By electing Rep. Rick Crawford (R-Ark.) chair the House Intelligence CommitteeSpeaker Mike Johnson (R-La.) has tapped a veteran conservative with “America-First” leanings to lead one of the most powerful panels heading into Trump’s second administration.

Crawford, a 14-year veteran of Capitol Hill, voted last year against legislation providing billions of dollars in aid to Ukraine. quotingmore serious needs at home. The vote aligns him with Trump and his allies, who have sought to divert U.S. resources away from foreign entanglements and devote those energies to domestic economic problems.

Crawford also voted in 2021 to challenge the presidential election results in both Pennsylvania and Arizona, where Trump was defeated but nevertheless claimed victory.

Both positions — Ukraine and the 2020 election — mark a stark contrast to the track record of Rep. Mike Turner, the Ohio Republican who chaired the Intelligence Committee in the last Congress, but now he is without a hammer.

Turner, now in his 23rd year in Congress, fits the more traditional mold of Reagan-era conservatism, including support for expanding government surveillance powers, maintaining strong ties to NATO allies and helping Ukraine to repel the invasion of Russia. Those positions have put him at odds with Trump’s “America First” agenda and made him a target of some of the incoming president’s MAGA supporters.

Turner was also among the minority of House Republicans who voted to certify Joe Biden’s victory in Pennsylvania and Arizona four years ago.

Crawford has flown largely under the radar during his seven terms in the House, but now he heads a committee that will spearhead efforts to defend the country against threats, foreign and domestic, in an era of ‘cyber attacks. , hacks, disinformation and artificial intelligence technologies that are increasingly difficult to defend against.

Johnson, who has the unilateral power to appoint the chairman of Intel, has defended his decision to remove Turner’s gavel and appoint Crawford, rejecting the idea that it arose as a result of pressure to appease the incoming president.

“This is not a Mar-a-Lago decision or a Trump decision, this is a President’s decision,” Johnson told reporters Thursday at the Capitol.

“A lot of thought goes into these things,” he continued. “The Intel board is extremely important, especially at a time like this, and it’s time for a fresh start.”

Johnson has suggested that his decision was motivated, at least in part, by an episode last year when Turner warned of a serious threat to US security, an incident that seemed to catch Johnson off guard.

“There’s been a lot of controversy, as everybody knows, about things related to the Intelligence Committee … and abuses and things and a lot of allegations over the last few years,” Johnson said. “We have to clean all this up.”
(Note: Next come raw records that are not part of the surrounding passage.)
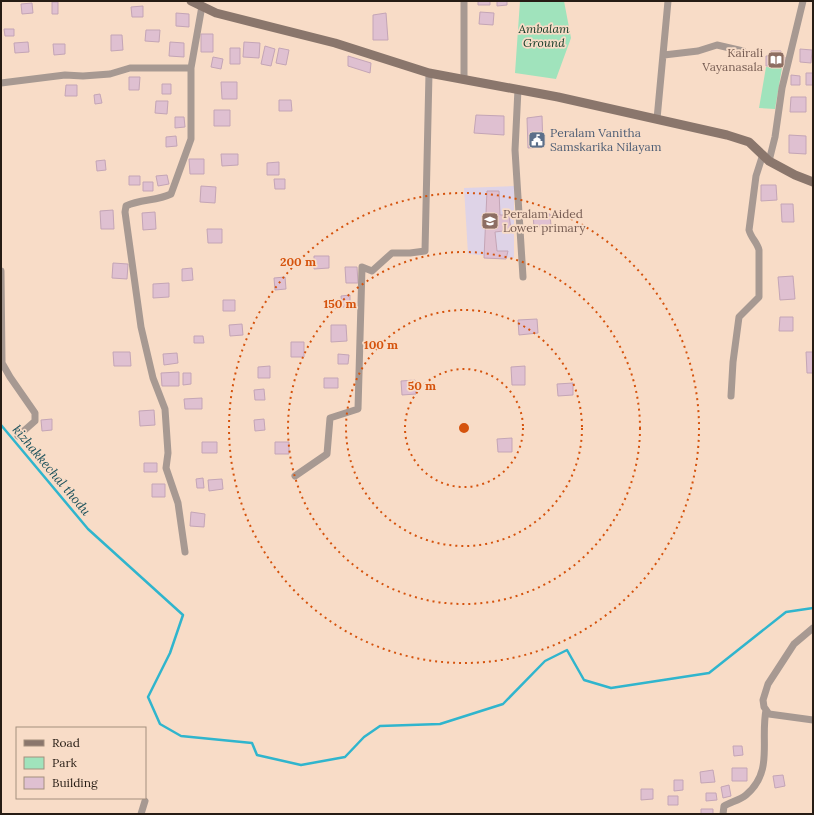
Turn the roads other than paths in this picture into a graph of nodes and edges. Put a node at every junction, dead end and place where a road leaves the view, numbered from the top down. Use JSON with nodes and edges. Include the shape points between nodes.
{"nodes":[{"id":1,"x":191,"y":1,"type":"edge"},
{"id":2,"x":464,"y":1,"type":"edge"},
{"id":3,"x":668,"y":1,"type":"edge"},
{"id":4,"x":803,"y":1,"type":"edge"},
{"id":5,"x":202,"y":6,"type":"junction"},
{"id":6,"x":743,"y":51,"type":"dead end"},
{"id":7,"x":664,"y":56,"type":"junction"},
{"id":8,"x":191,"y":68,"type":"junction"},
{"id":9,"x":429,"y":73,"type":"junction"},
{"id":10,"x":464,"y":79,"type":"junction"},
{"id":11,"x":1,"y":83,"type":"edge"},
{"id":12,"x":518,"y":89,"type":"junction"},
{"id":13,"x":657,"y":119,"type":"junction"},
{"id":14,"x":766,"y":158,"type":"junction"},
{"id":15,"x":813,"y":182,"type":"edge"},
{"id":16,"x":1,"y":271,"type":"edge"},
{"id":17,"x":524,"y":277,"type":"dead end"},
{"id":18,"x":731,"y":396,"type":"dead end"},
{"id":19,"x":18,"y":436,"type":"dead end"},
{"id":20,"x":295,"y":476,"type":"dead end"},
{"id":21,"x":185,"y":552,"type":"dead end"},
{"id":22,"x":813,"y":628,"type":"edge"},
{"id":23,"x":766,"y":710,"type":"junction"},
{"id":24,"x":813,"y":720,"type":"edge"},
{"id":25,"x":145,"y":801,"type":"dead end"},
{"id":26,"x":141,"y":814,"type":"edge"},
{"id":27,"x":723,"y":814,"type":"edge"}],
"edges":[{"from":1,"to":5,"type":"main road"},
{"from":2,"to":10,"type":"street"},
{"from":3,"to":7,"type":"street"},
{"from":4,"to":14,"type":"street","via":[[782,88],[775,137]]},
{"from":5,"to":8,"type":"street"},
{"from":5,"to":9,"type":"main road","via":[[216,13],[335,43]]},
{"from":6,"to":7,"type":"street","via":[[717,45],[698,51]]},
{"from":7,"to":13,"type":"street"},
{"from":8,"to":11,"type":"street","via":[[130,68],[110,74],[65,75]]},
{"from":8,"to":21,"type":"street","via":[[191,139],[171,194],[133,202],[126,206],[125,212],[141,327],[153,378],[165,409],[168,453],[166,468],[178,503]]},
{"from":9,"to":10,"type":"main road"},
{"from":9,"to":20,"type":"street","via":[[425,251],[410,254],[392,253],[372,271],[362,267],[358,410],[330,418],[327,454]]},
{"from":10,"to":12,"type":"main road"},
{"from":12,"to":13,"type":"main road"},
{"from":12,"to":17,"type":"street","via":[[515,150]]},
{"from":13,"to":14,"type":"main road","via":[[749,142]]},
{"from":14,"to":15,"type":"main road"},
{"from":14,"to":18,"type":"street","via":[[756,176],[749,230],[759,250],[759,297],[739,317],[733,356]]},
{"from":16,"to":19,"type":"street","via":[[2,363],[35,413],[35,421]]},
{"from":22,"to":23,"type":"street","via":[[794,644],[768,684],[763,700]]},
{"from":23,"to":24,"type":"street","via":[[769,714],[780,717]]},
{"from":23,"to":27,"type":"street","via":[[762,776],[744,796],[724,806]]},
{"from":25,"to":26,"type":"street"}]}
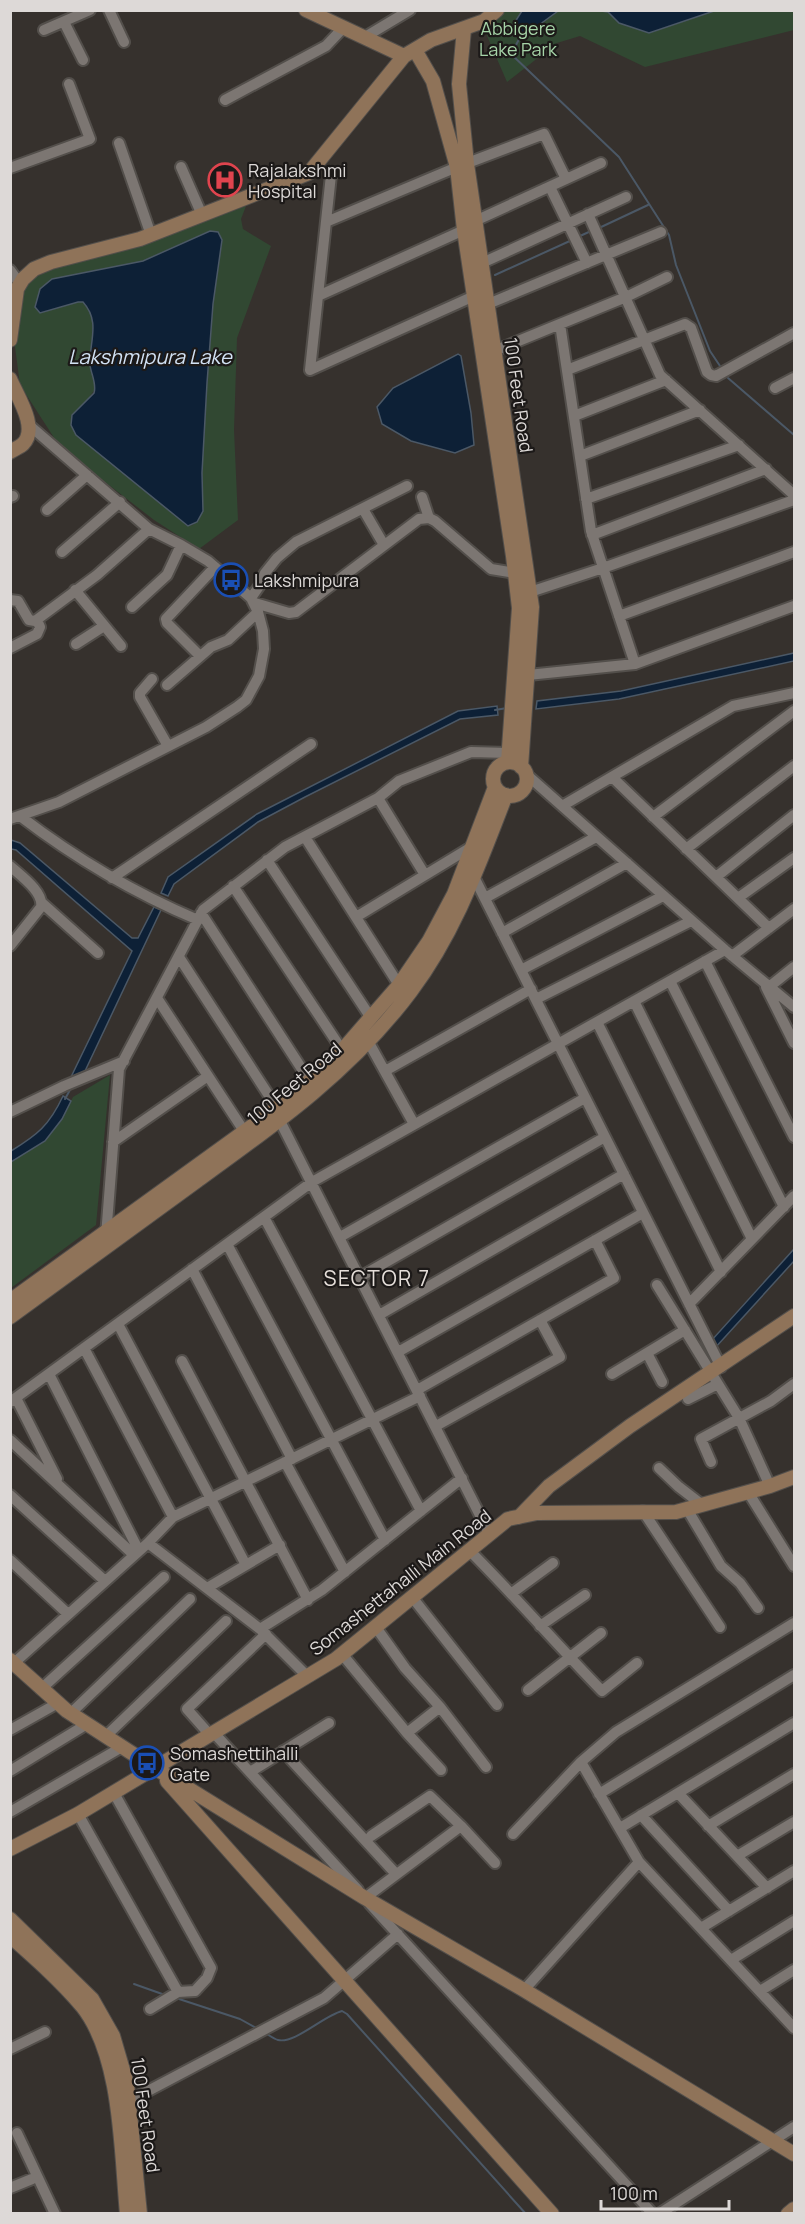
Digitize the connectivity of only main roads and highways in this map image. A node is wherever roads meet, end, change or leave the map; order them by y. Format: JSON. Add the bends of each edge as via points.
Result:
{"nodes":[{"id":1,"x":497,"y":10,"type":"edge"},
{"id":2,"x":318,"y":12,"type":"edge"},
{"id":3,"x":465,"y":29,"type":"junction"},
{"id":4,"x":409,"y":53,"type":"junction"},
{"id":5,"x":462,"y":165,"type":"junction"},
{"id":6,"x":16,"y":288,"type":"edge"},
{"id":7,"x":10,"y":340,"type":"edge"},
{"id":8,"x":10,"y":379,"type":"edge"},
{"id":9,"x":10,"y":452,"type":"edge"},
{"id":10,"x":521,"y":674,"type":"junction"},
{"id":11,"x":516,"y":764,"type":"junction"},
{"id":12,"x":501,"y":791,"type":"junction"},
{"id":13,"x":278,"y":1114,"type":"junction"},
{"id":14,"x":10,"y":1301,"type":"edge"},
{"id":15,"x":795,"y":1316,"type":"edge"},
{"id":16,"x":10,"y":1317,"type":"edge"},
{"id":17,"x":794,"y":1478,"type":"edge"},
{"id":18,"x":519,"y":1517,"type":"junction"},
{"id":19,"x":12,"y":1662,"type":"edge"},
{"id":20,"x":156,"y":1768,"type":"junction"},
{"id":21,"x":10,"y":1849,"type":"edge"},
{"id":22,"x":10,"y":1919,"type":"edge"},
{"id":23,"x":10,"y":1936,"type":"edge"},
{"id":24,"x":795,"y":2154,"type":"edge"},
{"id":25,"x":795,"y":2209,"type":"edge"},
{"id":26,"x":127,"y":2214,"type":"edge"},
{"id":27,"x":140,"y":2214,"type":"edge"},
{"id":28,"x":552,"y":2214,"type":"edge"},
{"id":29,"x":788,"y":2214,"type":"edge"}],
"edges":[{"from":1,"to":3,"type":"main road"},
{"from":2,"to":4,"type":"main road","via":[[343,28]]},
{"from":3,"to":4,"type":"main road","via":[[431,40]]},
{"from":3,"to":5,"type":"main road","name":"100 Feet Road","via":[[459,84]]},
{"from":4,"to":5,"type":"main road","name":"100 Feet Road","via":[[433,81]]},
{"from":4,"to":6,"type":"main road","via":[[309,173],[151,235],[51,262],[34,269]]},
{"from":5,"to":10,"type":"main road","name":"100 Feet Road","via":[[464,230],[515,573]]},
{"from":5,"to":10,"type":"main road","name":"100 Feet Road","via":[[482,263],[532,607]]},
{"from":6,"to":7,"type":"main road"},
{"from":8,"to":9,"type":"main road","via":[[29,425],[23,444]]},
{"from":10,"to":11,"type":"main road","name":"100 Feet Road"},
{"from":11,"to":12,"type":"main road","name":"100 Feet Road","via":[[496,769],[493,778]]},
{"from":11,"to":12,"type":"main road","name":"100 Feet Road","via":[[526,783],[513,795]]},
{"from":12,"to":13,"type":"main road","name":"100 Feet Road","via":[[454,894],[399,985]]},
{"from":12,"to":13,"type":"main road","name":"100 Feet Road","via":[[466,899],[411,991],[340,1071]]},
{"from":13,"to":14,"type":"main road","name":"100 Feet Road","via":[[244,1131]]},
{"from":13,"to":16,"type":"main road","name":"100 Feet Road"},
{"from":15,"to":18,"type":"main road","via":[[717,1374],[630,1426],[549,1486]]},
{"from":17,"to":18,"type":"main road","name":"Somashettahalli Main Road","via":[[676,1512],[537,1513]]},
{"from":18,"to":20,"type":"main road","name":"Somashettahalli Main Road","via":[[508,1519],[489,1533],[342,1654]]},
{"from":19,"to":20,"type":"main road","via":[[71,1713]]},
{"from":20,"to":21,"type":"main road","name":"Somashettahalli Main Road"},
{"from":20,"to":24,"type":"main road","via":[[364,1898]]},
{"from":20,"to":28,"type":"main road"},
{"from":22,"to":27,"type":"main road","name":"100 Feet Road","via":[[92,1999],[119,2052],[129,2101]]},
{"from":23,"to":26,"type":"main road","name":"100 Feet Road","via":[[82,2007],[101,2041],[115,2086]]},
{"from":25,"to":29,"type":"main road"}]}
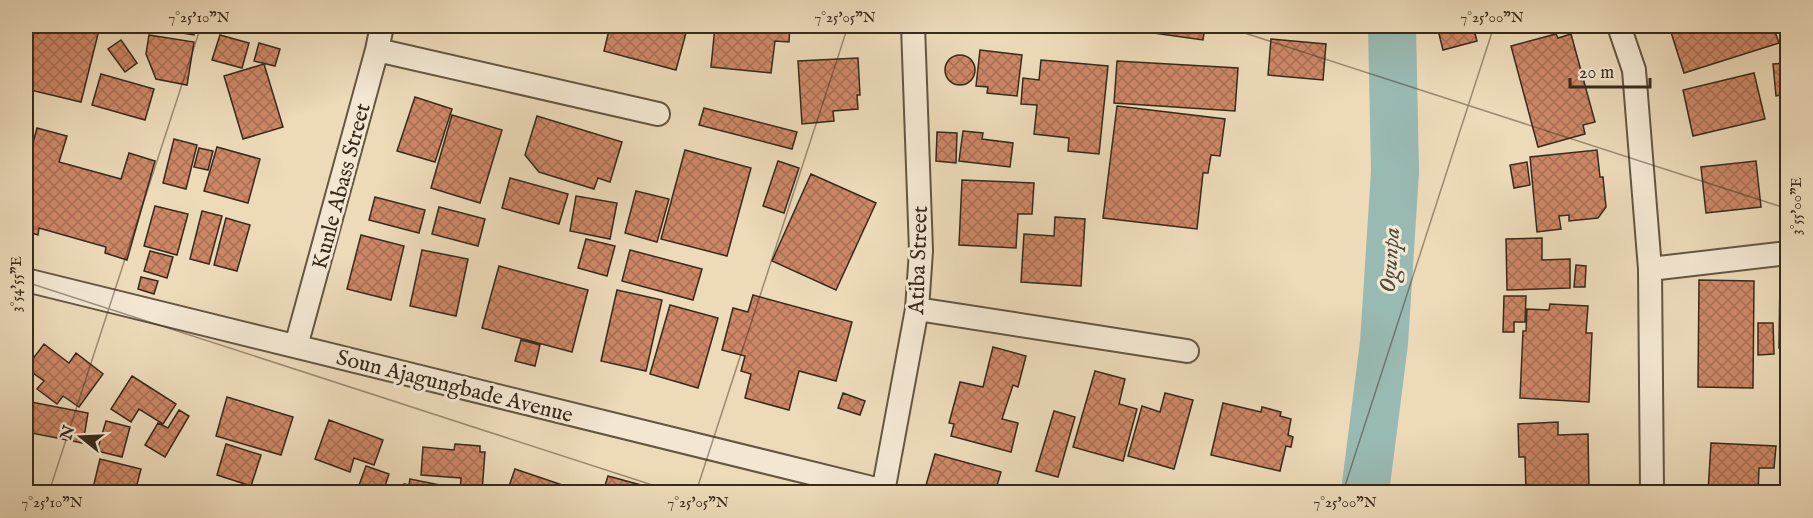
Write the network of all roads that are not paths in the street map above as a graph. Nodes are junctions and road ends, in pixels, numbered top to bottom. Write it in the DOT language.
graph roads {
  1 [pos="382,26"];
  2 [pos="913,26"];
  3 [pos="1619,26"];
  4 [pos="377,50"];
  5 [pos="658,114"];
  6 [pos="1788,254"];
  7 [pos="1650,269"];
  8 [pos="26,279"];
  9 [pos="917,309"];
  10 [pos="296,346"];
  11 [pos="1187,351"];
  12 [pos="884,492"];
  13 [pos="1652,492"];
  1 -- 4 [label="street, Kunle Abass Street"];
  2 -- 9 [label="street, Atiba Street"];
  3 -- 7 [label="street"];
  4 -- 5 [label="street"];
  4 -- 10 [label="street, Kunle Abass Street"];
  6 -- 7 [label="street"];
  7 -- 13 [label="street"];
  8 -- 10 [label="street, Soun Ajagungbade Avenue"];
  9 -- 11 [label="street"];
  9 -- 12 [label="street, Atiba Street"];
  10 -- 12 [label="street, Soun Ajagungbade Avenue"];
}
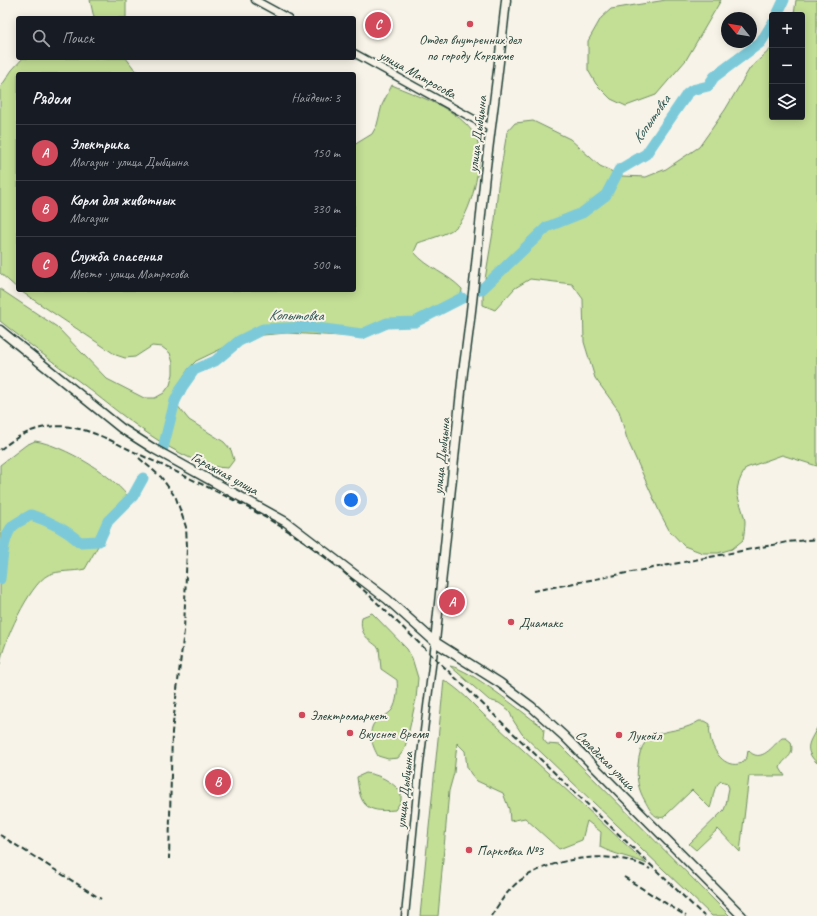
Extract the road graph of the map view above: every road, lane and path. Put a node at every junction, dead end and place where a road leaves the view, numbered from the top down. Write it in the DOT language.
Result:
graph roads {
  1 [pos="254,0"];
  2 [pos="506,0"];
  3 [pos="284,16"];
  4 [pos="356,54"];
  5 [pos="490,128"];
  6 [pos="0,330"];
  7 [pos="435,642"];
  8 [pos="405,916"];
  9 [pos="742,916"];
  1 -- 3 [label="street"];
  2 -- 5 [label="street, улица Дыбцына"];
  4 -- 5 [label="street, улица Матросова"];
  5 -- 7 [label="street, улица Дыбцына"];
  6 -- 7 [label="street, Гаражная улица"];
  7 -- 8 [label="street, улица Дыбцына"];
  7 -- 9 [label="street, Складская улица"];
}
But Turner’s removal has, too prompted a backlash from Democrats — and at least a few Republicans — who accuse Johnson of bowing to Trump’s wishes at the expense of national security. Those voices have long criticized Trump for being too cozy with Russian President Vladimir Putin and saw Turner as an ally in the effort to roll back Moscow’s aggression in Ukraine and beyond.

“Mike Turner has vigorously promoted the security of the American people and the free world and his unwarranted ouster will likely be applauded by our adversaries in Russia and China,” House Minority Leader Hakeem Jeffries said Thursday (DN .Y.) in a statement.

“Embarrassing.”

Crawford, who last April voted against nearly $61 billion in aid to Ukraine, said he supported Ukraine’s efforts to expel Putin’s “invasion force” but could not support to non-military aid to Kiev “as Americans struggle with rising costs at home.”

On other issues related to the Intel Committee, however, Crawford has sided with Turner, even as other conservatives in the House called for a different approach.

Crawford, for example, has supported renewing a controversial law that empowers the government to monitor the communications of foreigners while abroad. That law, Section 702 of the Foreign Intelligence Surveillance Act (FISA), has long been criticized by conservatives on Capitol Hill, who say it gives the government too much power to capture data on American citizens.

Many of those critics are members of the House Freedom Caucus and are among Trump’s staunchest supporters on Capitol Hill.